When Philippakis was first trying to put together groups, he used to woo potential bandmates in the same way people wooed the opposite sex in the days of C90 cassettes: by making mixtapes. First there were tapes of metal bands, then industrial groups such as Skinny Puppy and Einstürzende Neubauten (“No one wanted to be in that band”), and then noisy art-rock and post-rock bands like Sonic Youth and Godspeed You! Black Emperor. And you can hear something of the mixtape in Foals’ albums, especially the two Everything Not Lost albums, which encompass fairly gnarly rock, skittering electronics, funkily tropical music and more. Even in the age of track streaming, the notion of the album, the long form work that encompasses an arc and tells its listener a story is Philippakis’s love.

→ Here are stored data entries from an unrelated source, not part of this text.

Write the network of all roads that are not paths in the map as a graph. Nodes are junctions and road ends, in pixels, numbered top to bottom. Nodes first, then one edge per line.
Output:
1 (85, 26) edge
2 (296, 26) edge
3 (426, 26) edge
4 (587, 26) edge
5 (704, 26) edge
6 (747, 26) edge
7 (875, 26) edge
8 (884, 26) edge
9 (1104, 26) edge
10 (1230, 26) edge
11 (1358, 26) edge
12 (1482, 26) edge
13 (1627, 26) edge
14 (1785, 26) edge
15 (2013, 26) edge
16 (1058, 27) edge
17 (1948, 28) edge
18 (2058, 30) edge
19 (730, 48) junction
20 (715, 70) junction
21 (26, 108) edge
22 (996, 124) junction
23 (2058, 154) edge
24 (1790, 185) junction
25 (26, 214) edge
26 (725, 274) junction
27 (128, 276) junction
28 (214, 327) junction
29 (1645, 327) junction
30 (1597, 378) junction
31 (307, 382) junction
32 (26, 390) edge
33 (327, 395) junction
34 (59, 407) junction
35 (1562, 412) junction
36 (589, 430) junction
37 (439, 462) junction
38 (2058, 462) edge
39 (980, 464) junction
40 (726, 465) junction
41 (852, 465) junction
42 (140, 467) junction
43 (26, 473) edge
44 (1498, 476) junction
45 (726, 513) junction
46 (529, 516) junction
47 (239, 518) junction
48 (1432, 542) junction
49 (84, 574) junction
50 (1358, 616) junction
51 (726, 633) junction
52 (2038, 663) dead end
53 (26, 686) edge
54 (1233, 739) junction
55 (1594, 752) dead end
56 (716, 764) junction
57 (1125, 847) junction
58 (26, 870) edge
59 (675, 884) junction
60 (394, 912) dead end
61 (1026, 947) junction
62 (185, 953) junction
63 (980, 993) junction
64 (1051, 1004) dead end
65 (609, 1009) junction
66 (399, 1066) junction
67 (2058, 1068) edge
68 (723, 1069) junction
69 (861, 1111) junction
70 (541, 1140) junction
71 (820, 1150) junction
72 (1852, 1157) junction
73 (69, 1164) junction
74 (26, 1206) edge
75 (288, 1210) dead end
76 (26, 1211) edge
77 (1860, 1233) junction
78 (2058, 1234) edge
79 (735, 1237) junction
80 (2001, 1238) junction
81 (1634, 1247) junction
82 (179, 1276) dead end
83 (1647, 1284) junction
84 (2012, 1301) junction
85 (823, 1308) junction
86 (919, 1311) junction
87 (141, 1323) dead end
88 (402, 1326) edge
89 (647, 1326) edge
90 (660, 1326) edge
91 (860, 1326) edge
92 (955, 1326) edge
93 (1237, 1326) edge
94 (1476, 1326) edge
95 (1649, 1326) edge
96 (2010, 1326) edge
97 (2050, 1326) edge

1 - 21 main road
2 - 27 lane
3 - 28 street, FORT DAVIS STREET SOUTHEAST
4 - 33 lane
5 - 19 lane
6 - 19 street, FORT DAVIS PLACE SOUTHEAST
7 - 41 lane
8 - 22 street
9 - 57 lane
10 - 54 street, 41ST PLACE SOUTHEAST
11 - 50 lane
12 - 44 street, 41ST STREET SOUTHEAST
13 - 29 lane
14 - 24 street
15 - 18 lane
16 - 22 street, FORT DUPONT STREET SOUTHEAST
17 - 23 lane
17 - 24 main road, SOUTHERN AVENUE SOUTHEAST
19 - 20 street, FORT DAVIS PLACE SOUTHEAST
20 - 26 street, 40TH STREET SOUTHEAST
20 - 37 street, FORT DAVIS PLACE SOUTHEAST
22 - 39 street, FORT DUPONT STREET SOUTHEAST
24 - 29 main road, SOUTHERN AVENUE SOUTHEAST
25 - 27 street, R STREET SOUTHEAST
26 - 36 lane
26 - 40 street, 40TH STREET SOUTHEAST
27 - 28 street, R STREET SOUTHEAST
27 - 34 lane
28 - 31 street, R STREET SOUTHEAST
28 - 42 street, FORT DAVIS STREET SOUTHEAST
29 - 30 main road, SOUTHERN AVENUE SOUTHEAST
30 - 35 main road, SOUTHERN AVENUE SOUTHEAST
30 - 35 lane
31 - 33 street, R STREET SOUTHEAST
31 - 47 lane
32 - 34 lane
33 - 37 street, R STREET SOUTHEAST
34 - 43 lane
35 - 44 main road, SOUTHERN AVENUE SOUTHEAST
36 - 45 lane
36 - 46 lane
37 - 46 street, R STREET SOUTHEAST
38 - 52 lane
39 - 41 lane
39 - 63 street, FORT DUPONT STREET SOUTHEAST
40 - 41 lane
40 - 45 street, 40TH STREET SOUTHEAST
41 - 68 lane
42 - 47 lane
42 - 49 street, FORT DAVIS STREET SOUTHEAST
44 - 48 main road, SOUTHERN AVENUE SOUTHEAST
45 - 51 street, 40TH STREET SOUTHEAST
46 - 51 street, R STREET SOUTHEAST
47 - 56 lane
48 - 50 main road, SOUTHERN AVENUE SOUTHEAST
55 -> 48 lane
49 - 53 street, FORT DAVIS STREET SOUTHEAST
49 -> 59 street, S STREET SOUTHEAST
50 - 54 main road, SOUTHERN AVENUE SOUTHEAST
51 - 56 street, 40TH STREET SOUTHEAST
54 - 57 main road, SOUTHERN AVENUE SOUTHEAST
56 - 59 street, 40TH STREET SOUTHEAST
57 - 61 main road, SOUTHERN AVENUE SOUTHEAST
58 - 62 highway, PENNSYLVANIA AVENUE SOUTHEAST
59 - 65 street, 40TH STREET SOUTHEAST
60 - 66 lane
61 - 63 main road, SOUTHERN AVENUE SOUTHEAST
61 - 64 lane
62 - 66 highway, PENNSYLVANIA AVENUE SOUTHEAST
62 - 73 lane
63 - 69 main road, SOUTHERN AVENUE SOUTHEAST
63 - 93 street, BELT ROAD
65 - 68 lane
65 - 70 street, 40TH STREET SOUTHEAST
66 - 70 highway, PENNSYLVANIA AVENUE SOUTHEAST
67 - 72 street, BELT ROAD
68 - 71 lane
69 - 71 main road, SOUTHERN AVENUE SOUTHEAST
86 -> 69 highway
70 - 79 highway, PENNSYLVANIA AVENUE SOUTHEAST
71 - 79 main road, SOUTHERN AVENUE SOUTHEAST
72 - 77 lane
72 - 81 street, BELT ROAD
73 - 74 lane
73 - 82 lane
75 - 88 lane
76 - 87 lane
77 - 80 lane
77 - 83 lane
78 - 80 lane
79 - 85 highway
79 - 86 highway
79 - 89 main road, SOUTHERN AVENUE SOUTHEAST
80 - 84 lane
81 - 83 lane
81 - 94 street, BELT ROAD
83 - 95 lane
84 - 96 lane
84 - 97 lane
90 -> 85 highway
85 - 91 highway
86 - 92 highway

“I still think about music on the album scale,” he says. “I don’t think about individual songs, I think about trying to make a body of work that sits alongside other records. There is something of inherent value in the album. Being able to live with music for longer than three minutes. And for things to unfurl themselves, and to have relationships and interactions between the songs. There’s something rich in that, that you don’t get by having just these disembodied pieces of music that are slotted into some larger grid.”
Just like making a mixtape, really. Except now he doesn’t need to recruit band members with them.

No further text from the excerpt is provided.